Patrick Deziel
Patrick Deziel is a distributed systems engineer and machine learning specialist. Patrick has extensive experience building and maintaining mission-critical systems in the private sector, as well as integrating modern ML solutions into existing applications. At Rotational, he designs and builds intelligent distributed systems to enable global use cases. In his free time, Patrick enjoys rock climbing and consuming science fiction.
Sessions
Did you know that 87% of data science projects never make it into production? While open source libraries like scikit-learn and TensorFlow are have gone a long way to democratize data science, they are also unintentionally limited by the assumptions and research focus of academia at the time they were released. One such assumption is that a model must be trained on batches of data and that all machine learning models need more data in order to perform well. This introduces a gap between training and inference as there is a requirement to accumulate enough instances for training. For real-time use cases such as anomaly detectors, models can become stale even before they get deployed to production.

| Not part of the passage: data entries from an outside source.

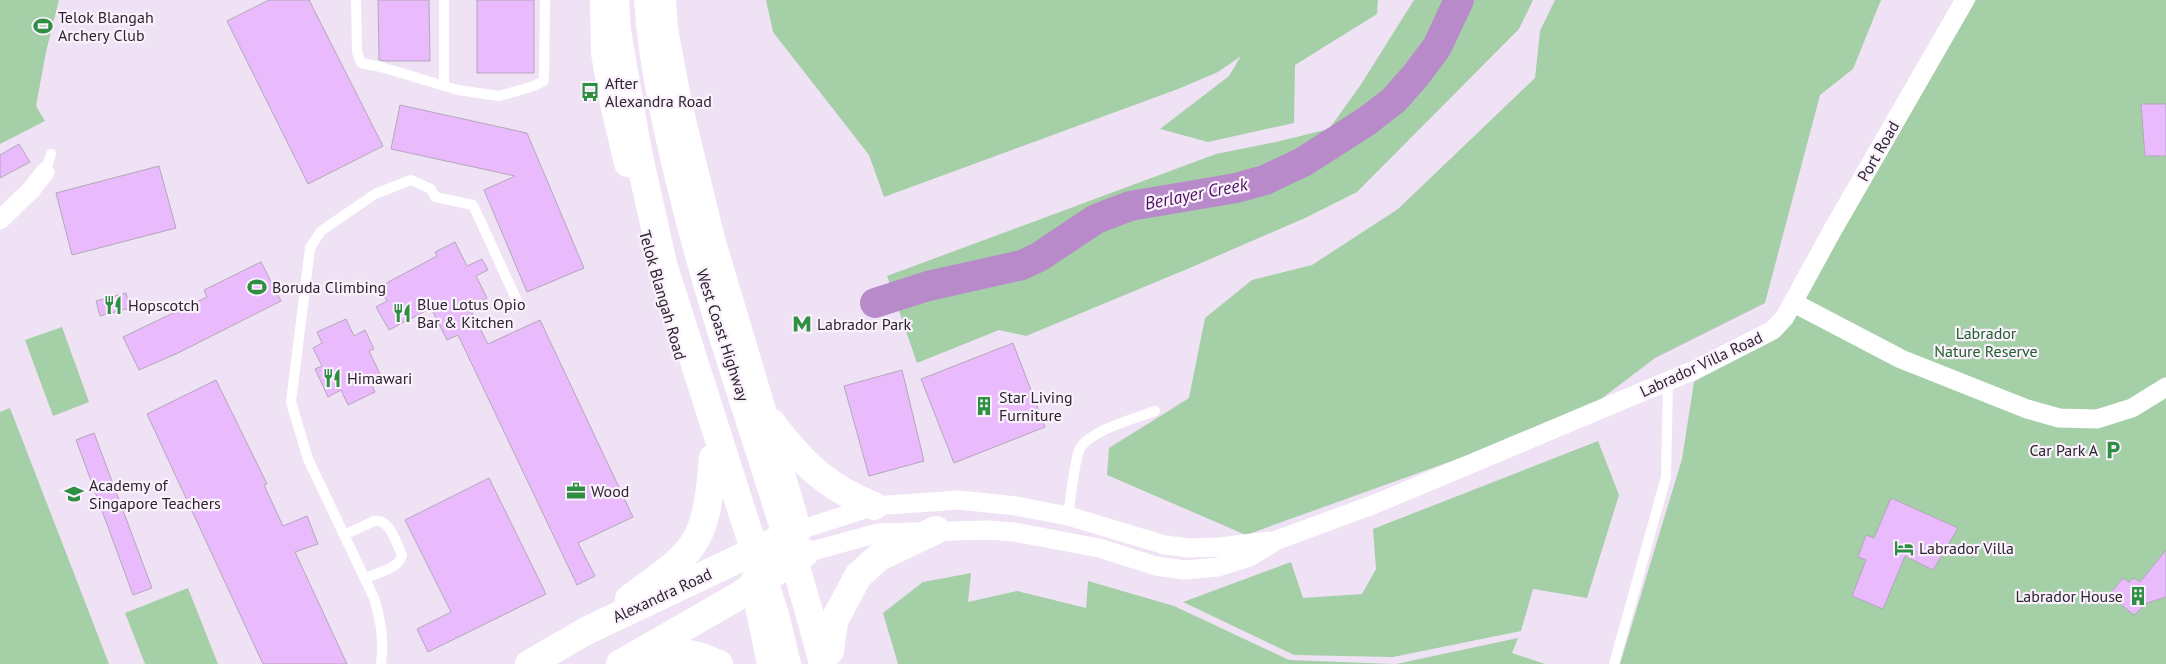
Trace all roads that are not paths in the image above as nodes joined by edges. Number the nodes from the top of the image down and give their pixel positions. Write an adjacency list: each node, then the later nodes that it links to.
1 (356, 0): 9 (lane)
2 (444, 0): 9 (lane)
3 (545, 0): 9 (lane)
4 (604, 0): 10 (main road, Telok Blangah Road)
5 (615, 0): 38 (main road)
6 (648, 0): 32 (main road, West Coast Highway)
7 (662, 0): 11 (main road)
8 (1965, 0): 14 (street, Port Road)
9 (444, 85)
10 (613, 99): 11 (main road); 20 (main road, Telok Blangah Road)
11 (678, 104): 18 (main road)
12 (48, 163): 13 (street)
13 (0, 220)
14 (1794, 303): 16 (street, Labrador Villa Road); 17 (street)
15 (519, 305): 24 (lane)
16 (1668, 382): 25 (street, Labrador Villa Road); 39 (lane)
17 (2166, 387)
18 (762, 409): 21 (main road); 26 (main road)
19 (1155, 411): 22 (lane)
20 (714, 458): 28 (main road, Telok Blangah Road); 31 (main road)
21 (874, 506): 22 (street, Labrador Villa Road); 26 (street, Labrador Villa Road)
22 (1071, 517): 25 (street, Labrador Villa Road); 27 (street)
23 (936, 530): 26 (street, Labrador Villa Road); 27 (street, Labrador Villa Road); 32 (main road)
24 (344, 535): 29 (lane); 29 (lane)
25 (1277, 540): 27 (street, Labrador Villa Road)
26 (801, 542): 28 (main road, Alexandra Road); 30 (main road); 32 (main road)
27 (1074, 543)
28 (745, 555): 30 (main road, Telok Blangah Road); 31 (main road, Alexandra Road)
29 (366, 578): 34 (lane)
30 (755, 584): 33 (main road); 37 (main road, Telok Blangah Road)
31 (586, 631): 35 (main road, Alexandra Road)
32 (828, 660)
33 (625, 661): 36 (main road)
34 (381, 664)
35 (529, 664)
36 (719, 664)
37 (771, 664)
38 (787, 664)
39 (1614, 664)

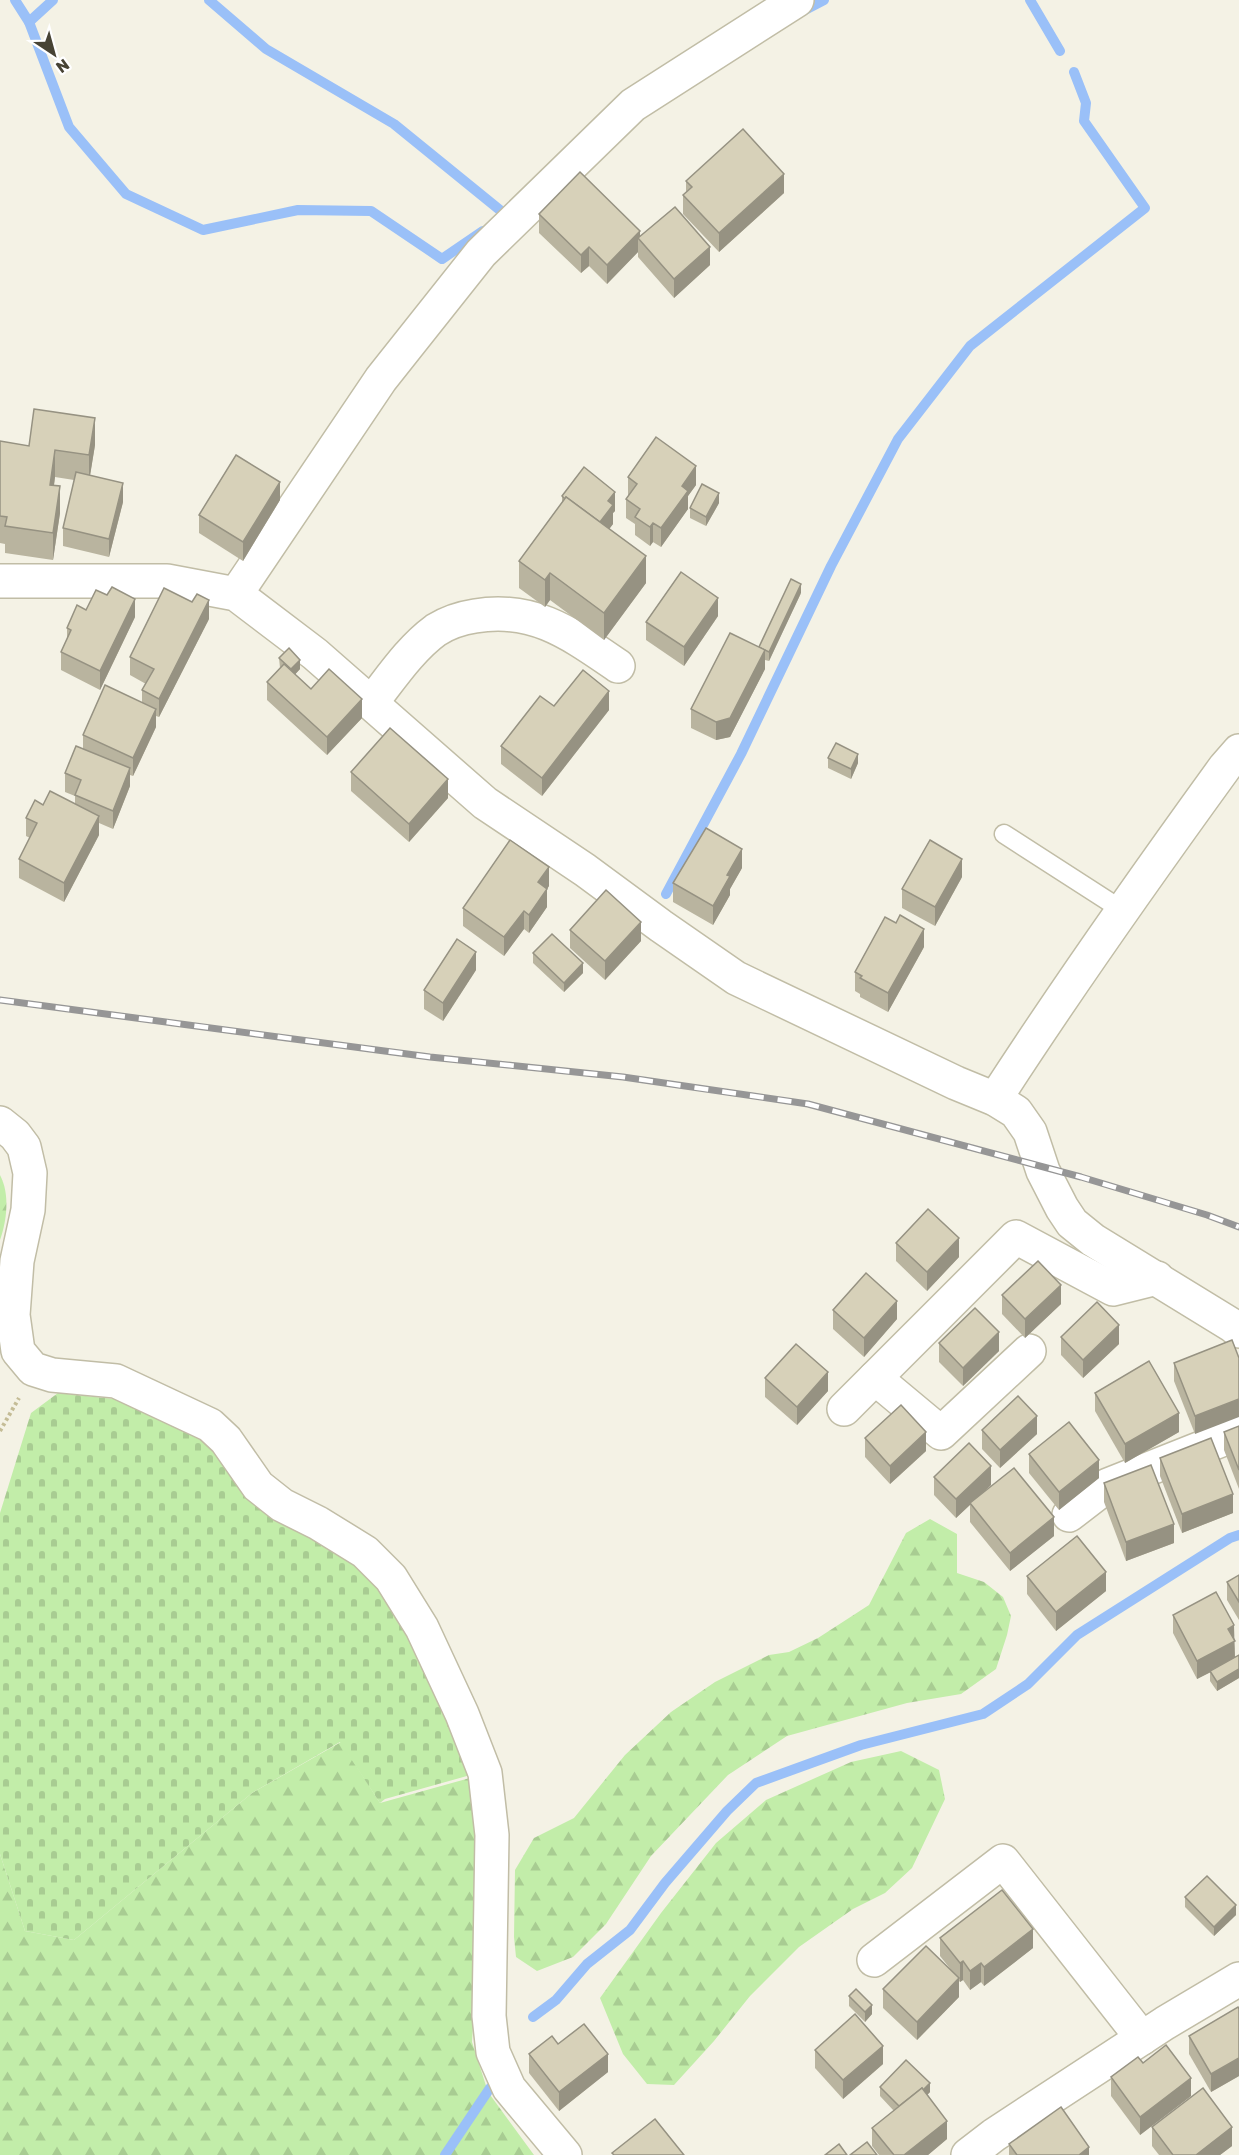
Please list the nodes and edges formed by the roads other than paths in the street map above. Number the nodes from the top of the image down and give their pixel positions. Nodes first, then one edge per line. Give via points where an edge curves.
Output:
1 (797, 0) edge
2 (0, 581) edge
3 (236, 594) junction
4 (618, 666) dead end
5 (372, 702) junction
6 (1239, 751) edge
7 (1004, 834) dead end
8 (1122, 910) junction
9 (995, 1099) junction
10 (0, 1123) edge
11 (1157, 1278) junction
12 (1239, 1331) edge
13 (1029, 1350) dead end
14 (875, 1378) junction
15 (844, 1409) dead end
16 (1239, 1433) edge
17 (1069, 1515) dead end
18 (874, 1960) dead end
19 (1239, 1979) edge
20 (1142, 2038) junction
21 (565, 2155) edge
22 (968, 2155) edge

1 - 3 street via 633,105 481,253 381,379
2 - 3 street via 167,581
3 - 5 street
4 - 5 street via 548,624 519,614 495,613 463,618 437,629 410,654
5 - 9 street via 485,804 736,978
6 - 8 street
7 - 8 lane
8 - 9 street
9 - 11 street via 1016,1112 1030,1132 1043,1171 1072,1223
10 - 21 street via 24,1147 30,1173 13,1315 18,1351 33,1369 52,1375 116,1381 210,1425 226,1440 258,1486 365,1552 391,1578 422,1628 485,1773 492,1835 489,2016 493,2052 509,2088
11 - 12 street
11 - 14 street via 1113,1288 1016,1237
13 - 14 street via 941,1434
14 - 15 street
16 - 17 street via 1108,1485
18 - 20 street via 1003,1861
19 - 20 street
20 - 22 street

Fortunately there has been a trend towards building machine learning models that are geared towards learning from streams of data and that can react immediately to changes in data. This form of learning is usually referred to as real-time machine learning, online learning, or incremental learning.
In this talk, we will compare the two approaches to machine learning, provide a brief overview of River, a library for building online learning models, and demo a real-time application using PyEnsign, a real-time data streaming client.